Por volta de 1965/66, os estudantes de esquerda começamos a nos organizar a fim de assumir a direção dos órgãos estudantis que se encontravam nas mãos de uma maioria de direita. Fazia parte de nossos planos, disputarmos as eleições gestão 67/68 para os Diretórios Acadêmicos (de Filosofia, Economia e Direito) bem como o Diretório Central dos Estudantes (DCE). O mais complicado era o D.A. de Filosofia, pois este Centro congregava os cursos de História, Geografia, Jornalismo, Ciências Sociais, Psicologia, Pedagogia, Letras, Serviço Social. 

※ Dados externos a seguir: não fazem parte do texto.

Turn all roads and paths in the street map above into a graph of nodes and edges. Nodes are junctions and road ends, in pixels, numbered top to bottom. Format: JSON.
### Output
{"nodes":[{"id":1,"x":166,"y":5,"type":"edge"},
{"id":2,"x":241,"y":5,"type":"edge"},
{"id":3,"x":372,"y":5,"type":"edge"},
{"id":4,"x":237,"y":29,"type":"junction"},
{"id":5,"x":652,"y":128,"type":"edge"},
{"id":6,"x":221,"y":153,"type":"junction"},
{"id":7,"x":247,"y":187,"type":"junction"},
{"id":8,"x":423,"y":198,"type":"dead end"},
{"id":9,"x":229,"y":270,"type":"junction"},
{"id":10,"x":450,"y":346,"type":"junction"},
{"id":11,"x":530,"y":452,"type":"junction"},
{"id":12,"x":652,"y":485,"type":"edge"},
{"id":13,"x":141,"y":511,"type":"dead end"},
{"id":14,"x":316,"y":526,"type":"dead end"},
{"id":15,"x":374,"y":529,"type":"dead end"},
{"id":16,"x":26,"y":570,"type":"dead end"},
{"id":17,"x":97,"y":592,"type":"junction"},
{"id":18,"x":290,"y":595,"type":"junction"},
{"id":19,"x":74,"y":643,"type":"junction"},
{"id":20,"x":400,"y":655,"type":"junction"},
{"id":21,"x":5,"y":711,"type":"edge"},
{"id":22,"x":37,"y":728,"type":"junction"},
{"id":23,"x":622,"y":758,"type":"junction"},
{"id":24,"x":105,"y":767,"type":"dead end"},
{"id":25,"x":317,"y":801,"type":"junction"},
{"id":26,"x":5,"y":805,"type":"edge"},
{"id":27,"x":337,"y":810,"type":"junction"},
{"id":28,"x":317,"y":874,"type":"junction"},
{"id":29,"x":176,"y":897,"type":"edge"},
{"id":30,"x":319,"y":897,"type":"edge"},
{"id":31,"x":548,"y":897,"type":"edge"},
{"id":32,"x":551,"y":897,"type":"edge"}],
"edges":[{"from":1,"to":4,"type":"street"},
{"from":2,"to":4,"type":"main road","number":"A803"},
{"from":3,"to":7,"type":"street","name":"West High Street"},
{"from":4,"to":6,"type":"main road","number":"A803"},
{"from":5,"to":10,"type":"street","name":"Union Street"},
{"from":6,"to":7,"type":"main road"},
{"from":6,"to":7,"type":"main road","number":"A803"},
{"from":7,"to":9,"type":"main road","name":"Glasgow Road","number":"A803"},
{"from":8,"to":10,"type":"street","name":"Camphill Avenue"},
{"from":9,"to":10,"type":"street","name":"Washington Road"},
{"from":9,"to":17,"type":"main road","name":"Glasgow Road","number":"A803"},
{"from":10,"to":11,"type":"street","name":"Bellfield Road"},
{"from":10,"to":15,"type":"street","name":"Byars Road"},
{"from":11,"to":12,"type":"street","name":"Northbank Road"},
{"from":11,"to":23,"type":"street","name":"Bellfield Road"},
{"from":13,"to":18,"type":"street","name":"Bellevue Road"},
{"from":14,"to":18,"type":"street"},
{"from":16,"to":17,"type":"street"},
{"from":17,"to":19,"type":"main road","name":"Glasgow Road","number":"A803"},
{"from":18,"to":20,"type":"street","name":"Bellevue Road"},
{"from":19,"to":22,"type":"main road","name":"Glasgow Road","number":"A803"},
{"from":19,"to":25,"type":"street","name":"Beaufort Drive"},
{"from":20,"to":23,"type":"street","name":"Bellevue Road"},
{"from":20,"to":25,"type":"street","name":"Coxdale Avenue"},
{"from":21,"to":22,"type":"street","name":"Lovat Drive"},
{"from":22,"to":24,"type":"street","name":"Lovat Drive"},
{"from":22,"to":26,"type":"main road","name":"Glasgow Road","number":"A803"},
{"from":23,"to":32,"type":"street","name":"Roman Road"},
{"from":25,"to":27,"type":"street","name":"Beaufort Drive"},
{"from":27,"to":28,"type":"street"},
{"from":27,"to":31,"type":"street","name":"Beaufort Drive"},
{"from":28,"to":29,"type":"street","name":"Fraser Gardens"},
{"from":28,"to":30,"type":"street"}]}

A forma encontrada para conseguirmos votos do Centro de Filosofia, foi conseguir um representante de cada Curso para compor a chapa. Foi desta forma que lançamos candidato para presidente do D.A. de Filosofia, nosso colega de História, Antônio Pedrosa, que pessoalmente eu já conhecia deste a época do Colégio Carneiro Leão. A mim coube a vice-presidência como representante do Curso de Jornalismo. A comemoração de nossa vitória em todos os DAs e DCE, foi uma cervejada n’A Cabana, um barzinho simples, no estilo de uma palhoça, localizado num espaço dentro da praça 13 de maio, próximo onde hoje se encontra a Câmara de Vereadores do Recife.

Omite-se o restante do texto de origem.